Reduced versus Standard Dose Apixaban for Secondary Prevention of Cancer-Associated Venous Thromboembolism: A Pooled Analysis of Two Randomized Controlled Trials

vasu Malhotra^1*Shreya Patel¹Ardit Feinaj¹Devesh Amin¹Henry Ash¹mohammad baraa boozo²zachary breslow¹Jennifer Trube¹Muhammad Farooq¹Michael Sabina^1*

• ¹Lakeland Regional Health Medical Center, Lakeland, United States
• ²Southern Illinois University School of Medicine, Springfield, United States

Patients with cancer-associated venous thromboembolism (VTE) often require prolonged anticoagulation because malignancy and chemotherapy can persist for months to years, sustaining both thrombotic and bleeding risks. While full-dose apixaban (5 mg twice daily) is recommended for secondary prevention, extended use may increase bleeding in this vulnerable population. Reducing the dose to 2.5 mg twice daily after six months of full-dose treatment has been proposed to lower bleeding risk without compromising protection against recurrent VTE. To clarify the safety and efficacy of this strategy, we conducted a meta-analysis of randomized controlled trials comparing reduced-versus standard-dose apixaban for extended therapy in patients with cancer-associated VTE. The study followed PRISMA guidelines and was registered in PROSPERO (CRD420251026337). Hazard ratios and risk ratios with 95% confidence intervals were pooled using a random-effects model, and evidence certainty was assessed with GRADE. Two randomized trials comprising 2,126 patients (EVE, n = 360; API-CAT, n = 1,766) met inclusion criteria.

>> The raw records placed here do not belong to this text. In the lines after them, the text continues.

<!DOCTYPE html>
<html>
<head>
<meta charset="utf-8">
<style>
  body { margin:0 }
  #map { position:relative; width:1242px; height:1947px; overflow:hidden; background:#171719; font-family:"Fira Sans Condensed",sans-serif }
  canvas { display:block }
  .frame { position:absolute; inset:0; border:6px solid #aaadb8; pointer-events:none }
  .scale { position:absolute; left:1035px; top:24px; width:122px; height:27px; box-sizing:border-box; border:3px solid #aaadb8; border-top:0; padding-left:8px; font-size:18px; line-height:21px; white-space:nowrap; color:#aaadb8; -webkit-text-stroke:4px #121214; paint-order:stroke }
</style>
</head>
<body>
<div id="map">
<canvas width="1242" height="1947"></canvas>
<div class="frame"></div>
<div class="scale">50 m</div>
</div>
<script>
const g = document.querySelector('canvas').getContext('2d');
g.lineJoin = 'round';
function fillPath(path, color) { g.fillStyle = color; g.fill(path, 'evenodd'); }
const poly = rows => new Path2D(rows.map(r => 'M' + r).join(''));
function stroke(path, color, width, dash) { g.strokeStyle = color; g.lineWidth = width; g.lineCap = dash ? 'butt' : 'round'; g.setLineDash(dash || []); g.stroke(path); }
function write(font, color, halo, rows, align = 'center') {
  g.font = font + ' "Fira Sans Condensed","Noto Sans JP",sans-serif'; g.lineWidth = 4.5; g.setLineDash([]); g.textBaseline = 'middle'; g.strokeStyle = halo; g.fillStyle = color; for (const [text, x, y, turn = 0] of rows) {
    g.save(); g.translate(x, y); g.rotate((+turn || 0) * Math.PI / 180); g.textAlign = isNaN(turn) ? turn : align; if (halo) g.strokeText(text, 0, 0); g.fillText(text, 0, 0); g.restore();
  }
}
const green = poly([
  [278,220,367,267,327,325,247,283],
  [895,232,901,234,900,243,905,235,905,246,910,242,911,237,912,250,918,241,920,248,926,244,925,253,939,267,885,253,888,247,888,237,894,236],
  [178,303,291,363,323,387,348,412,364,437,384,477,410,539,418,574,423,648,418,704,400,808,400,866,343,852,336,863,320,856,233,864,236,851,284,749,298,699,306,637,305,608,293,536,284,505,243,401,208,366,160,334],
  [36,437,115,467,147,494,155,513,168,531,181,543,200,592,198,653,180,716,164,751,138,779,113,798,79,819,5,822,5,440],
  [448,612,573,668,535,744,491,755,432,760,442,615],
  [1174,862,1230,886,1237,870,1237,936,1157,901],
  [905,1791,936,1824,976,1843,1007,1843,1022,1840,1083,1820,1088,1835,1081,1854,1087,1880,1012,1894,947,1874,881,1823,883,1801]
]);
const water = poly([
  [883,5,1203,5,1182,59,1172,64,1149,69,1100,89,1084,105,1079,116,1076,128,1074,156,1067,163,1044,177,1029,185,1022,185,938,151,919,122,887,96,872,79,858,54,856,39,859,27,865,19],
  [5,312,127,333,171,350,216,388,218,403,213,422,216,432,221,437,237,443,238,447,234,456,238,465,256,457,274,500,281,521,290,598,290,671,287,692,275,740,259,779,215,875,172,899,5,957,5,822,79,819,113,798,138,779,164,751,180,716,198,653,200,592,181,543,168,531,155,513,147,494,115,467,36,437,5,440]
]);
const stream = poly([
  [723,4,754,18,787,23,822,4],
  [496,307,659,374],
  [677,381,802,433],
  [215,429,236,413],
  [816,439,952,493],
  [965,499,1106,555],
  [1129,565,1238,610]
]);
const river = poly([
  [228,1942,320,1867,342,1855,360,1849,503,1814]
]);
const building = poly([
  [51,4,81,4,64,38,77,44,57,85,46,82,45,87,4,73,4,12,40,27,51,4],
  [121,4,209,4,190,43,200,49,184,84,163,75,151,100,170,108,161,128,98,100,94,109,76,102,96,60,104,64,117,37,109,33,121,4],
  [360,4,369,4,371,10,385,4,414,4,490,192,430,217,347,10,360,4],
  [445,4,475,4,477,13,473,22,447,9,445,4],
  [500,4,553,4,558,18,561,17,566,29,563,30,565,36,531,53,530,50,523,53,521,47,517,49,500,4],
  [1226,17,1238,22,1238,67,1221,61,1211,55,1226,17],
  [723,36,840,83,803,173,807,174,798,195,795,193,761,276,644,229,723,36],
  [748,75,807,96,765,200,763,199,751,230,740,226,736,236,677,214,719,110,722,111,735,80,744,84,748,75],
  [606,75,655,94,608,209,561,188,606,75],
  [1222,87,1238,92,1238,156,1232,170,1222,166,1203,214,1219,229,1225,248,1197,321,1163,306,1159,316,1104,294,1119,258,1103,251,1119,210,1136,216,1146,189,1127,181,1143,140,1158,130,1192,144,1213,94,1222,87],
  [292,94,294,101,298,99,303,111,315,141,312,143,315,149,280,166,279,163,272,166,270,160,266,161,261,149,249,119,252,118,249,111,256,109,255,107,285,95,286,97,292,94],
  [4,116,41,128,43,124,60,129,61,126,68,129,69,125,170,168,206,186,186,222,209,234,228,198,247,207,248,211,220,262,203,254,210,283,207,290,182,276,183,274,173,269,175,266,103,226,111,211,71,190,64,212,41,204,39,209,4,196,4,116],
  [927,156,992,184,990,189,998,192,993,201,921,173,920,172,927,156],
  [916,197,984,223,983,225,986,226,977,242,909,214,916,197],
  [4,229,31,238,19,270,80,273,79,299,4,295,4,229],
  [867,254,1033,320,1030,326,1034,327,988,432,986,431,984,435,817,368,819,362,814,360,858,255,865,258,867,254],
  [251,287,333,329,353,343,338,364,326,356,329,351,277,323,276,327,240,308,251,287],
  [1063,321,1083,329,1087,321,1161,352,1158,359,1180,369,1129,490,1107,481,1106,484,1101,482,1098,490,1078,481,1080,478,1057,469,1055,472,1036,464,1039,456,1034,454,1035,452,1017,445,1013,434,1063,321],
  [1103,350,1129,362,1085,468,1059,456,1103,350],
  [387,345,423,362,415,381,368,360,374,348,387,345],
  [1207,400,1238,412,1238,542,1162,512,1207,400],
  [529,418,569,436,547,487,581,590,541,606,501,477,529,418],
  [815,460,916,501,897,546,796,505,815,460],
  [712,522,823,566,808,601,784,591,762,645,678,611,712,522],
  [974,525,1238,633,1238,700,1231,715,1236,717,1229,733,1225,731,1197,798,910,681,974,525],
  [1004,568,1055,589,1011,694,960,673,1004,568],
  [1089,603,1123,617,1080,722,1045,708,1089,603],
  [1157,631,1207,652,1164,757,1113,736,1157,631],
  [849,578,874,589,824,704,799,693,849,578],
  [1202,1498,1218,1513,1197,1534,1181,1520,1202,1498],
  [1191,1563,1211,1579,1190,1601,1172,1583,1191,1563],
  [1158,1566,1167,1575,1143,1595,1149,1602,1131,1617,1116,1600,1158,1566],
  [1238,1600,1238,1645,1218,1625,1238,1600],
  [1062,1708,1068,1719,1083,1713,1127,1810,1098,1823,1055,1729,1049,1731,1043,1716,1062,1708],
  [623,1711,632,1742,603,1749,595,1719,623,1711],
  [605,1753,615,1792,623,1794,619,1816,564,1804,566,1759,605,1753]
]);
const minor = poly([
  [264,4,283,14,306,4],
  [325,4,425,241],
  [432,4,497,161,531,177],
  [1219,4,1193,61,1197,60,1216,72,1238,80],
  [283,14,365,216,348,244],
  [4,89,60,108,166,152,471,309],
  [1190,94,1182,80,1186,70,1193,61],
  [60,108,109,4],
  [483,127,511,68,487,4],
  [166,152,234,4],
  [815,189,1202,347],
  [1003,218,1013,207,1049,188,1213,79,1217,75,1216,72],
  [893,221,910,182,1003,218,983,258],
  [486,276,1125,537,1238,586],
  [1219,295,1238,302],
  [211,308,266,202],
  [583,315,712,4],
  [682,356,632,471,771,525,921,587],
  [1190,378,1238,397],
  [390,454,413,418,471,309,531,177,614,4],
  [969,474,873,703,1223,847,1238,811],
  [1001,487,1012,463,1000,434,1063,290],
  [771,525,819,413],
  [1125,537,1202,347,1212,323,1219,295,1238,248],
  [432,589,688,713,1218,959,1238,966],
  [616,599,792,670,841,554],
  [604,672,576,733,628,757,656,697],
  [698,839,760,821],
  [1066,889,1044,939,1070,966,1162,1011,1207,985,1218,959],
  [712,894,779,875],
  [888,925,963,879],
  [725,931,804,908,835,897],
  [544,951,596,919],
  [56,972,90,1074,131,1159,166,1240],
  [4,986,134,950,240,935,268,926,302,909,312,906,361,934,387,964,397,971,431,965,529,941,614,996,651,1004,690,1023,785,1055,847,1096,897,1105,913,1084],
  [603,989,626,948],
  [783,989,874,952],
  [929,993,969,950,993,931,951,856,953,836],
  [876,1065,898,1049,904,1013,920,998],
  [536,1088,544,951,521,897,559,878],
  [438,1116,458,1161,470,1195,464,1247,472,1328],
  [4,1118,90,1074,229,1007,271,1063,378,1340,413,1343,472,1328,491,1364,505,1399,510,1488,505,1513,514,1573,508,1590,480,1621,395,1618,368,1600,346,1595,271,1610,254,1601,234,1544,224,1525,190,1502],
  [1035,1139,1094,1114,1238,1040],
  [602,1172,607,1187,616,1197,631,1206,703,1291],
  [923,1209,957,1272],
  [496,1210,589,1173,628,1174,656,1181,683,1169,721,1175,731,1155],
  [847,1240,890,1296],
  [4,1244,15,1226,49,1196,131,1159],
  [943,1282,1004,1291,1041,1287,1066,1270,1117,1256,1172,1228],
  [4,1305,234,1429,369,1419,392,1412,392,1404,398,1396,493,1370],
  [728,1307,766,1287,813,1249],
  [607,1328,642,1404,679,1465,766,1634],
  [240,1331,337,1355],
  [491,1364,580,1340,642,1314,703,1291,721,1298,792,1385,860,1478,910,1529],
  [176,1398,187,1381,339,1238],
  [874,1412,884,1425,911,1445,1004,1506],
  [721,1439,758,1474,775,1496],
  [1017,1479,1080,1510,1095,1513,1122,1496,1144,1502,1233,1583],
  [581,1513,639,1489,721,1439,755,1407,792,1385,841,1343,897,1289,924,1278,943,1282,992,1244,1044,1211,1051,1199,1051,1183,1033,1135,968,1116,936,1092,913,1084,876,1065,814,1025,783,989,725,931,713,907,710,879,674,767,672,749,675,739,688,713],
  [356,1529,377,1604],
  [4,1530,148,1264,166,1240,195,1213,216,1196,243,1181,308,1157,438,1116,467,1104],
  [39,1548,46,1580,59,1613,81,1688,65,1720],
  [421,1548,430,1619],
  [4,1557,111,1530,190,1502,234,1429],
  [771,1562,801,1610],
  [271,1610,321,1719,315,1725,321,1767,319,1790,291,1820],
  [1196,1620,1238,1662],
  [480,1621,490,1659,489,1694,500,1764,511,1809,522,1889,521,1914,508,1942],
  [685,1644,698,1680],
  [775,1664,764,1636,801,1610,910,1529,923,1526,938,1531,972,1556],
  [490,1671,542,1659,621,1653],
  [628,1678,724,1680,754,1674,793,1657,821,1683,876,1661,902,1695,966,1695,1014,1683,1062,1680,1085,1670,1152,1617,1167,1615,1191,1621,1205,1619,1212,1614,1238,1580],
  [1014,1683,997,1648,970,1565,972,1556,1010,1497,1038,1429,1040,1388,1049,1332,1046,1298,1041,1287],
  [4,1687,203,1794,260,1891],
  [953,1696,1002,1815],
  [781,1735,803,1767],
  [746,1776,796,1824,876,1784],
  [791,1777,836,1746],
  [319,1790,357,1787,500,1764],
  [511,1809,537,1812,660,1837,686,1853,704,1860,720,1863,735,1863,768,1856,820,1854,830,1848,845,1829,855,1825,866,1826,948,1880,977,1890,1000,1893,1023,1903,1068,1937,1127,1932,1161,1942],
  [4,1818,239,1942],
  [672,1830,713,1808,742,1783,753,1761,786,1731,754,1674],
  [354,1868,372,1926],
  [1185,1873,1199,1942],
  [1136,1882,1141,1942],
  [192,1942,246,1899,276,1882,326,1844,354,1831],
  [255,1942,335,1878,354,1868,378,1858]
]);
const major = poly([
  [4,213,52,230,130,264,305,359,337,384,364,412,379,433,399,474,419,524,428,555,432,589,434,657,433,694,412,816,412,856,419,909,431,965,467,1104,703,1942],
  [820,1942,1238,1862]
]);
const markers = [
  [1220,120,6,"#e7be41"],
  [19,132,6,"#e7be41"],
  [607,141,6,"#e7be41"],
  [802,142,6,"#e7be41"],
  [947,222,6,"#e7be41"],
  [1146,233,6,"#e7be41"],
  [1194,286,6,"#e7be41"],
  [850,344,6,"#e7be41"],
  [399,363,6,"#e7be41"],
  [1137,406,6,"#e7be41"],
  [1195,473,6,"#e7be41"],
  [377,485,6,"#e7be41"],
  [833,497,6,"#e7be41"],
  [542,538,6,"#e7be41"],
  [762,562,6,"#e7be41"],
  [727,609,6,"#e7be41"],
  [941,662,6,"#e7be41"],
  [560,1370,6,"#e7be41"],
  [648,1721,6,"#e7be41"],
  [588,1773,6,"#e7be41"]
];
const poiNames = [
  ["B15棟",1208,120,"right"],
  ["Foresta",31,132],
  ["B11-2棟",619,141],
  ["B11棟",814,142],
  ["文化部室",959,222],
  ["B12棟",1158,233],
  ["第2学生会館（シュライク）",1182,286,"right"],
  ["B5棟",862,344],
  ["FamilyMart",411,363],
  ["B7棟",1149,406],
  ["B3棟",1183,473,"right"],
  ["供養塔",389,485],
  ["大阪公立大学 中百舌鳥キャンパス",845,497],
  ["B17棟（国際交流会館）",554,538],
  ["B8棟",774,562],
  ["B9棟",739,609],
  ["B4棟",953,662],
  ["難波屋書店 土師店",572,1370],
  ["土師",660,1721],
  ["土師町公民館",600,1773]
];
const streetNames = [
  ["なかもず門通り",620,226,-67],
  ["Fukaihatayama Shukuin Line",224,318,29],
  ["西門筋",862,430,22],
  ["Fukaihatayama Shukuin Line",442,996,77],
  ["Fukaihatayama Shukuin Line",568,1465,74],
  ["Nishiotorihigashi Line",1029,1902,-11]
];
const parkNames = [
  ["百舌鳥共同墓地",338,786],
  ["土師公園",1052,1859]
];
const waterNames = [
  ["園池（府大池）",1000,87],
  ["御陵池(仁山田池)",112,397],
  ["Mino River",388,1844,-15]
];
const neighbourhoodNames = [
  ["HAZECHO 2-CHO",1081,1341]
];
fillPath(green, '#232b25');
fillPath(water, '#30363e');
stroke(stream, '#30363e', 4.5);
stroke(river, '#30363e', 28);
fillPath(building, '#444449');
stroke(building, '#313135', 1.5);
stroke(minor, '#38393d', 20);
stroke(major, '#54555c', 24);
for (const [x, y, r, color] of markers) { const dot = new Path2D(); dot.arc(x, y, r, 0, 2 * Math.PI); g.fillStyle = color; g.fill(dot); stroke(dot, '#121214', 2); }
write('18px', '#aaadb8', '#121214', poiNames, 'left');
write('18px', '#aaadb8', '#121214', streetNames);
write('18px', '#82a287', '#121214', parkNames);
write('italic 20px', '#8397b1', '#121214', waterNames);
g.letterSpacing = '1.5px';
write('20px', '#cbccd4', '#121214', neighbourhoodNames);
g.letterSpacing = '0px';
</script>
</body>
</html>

The composite outcome of recurrent VTE with bleeding showed a significantly lower risk with reduced-dose apixaban (risk ratio 0.79, 95% CI 0.65–0.96; I² = 0%), and the composite of major and clinically relevant nonmajor bleeding was also reduced (hazard ratio 0.63, 95% CI 0.63–0.88; I² = 0%). No significant differences were observed for recurrent VTE, major bleeding, clinically relevant nonmajor bleeding, mortality, deep-vein thrombosis, or pulmonary embolism. These findings indicate that reduced-dose apixaban after the initial six months of anticoagulation decreases bleeding without loss of efficacy, supporting dose de-escalation as a safe, evidence-based approach for extended anticoagulation in cancer-associated VTE.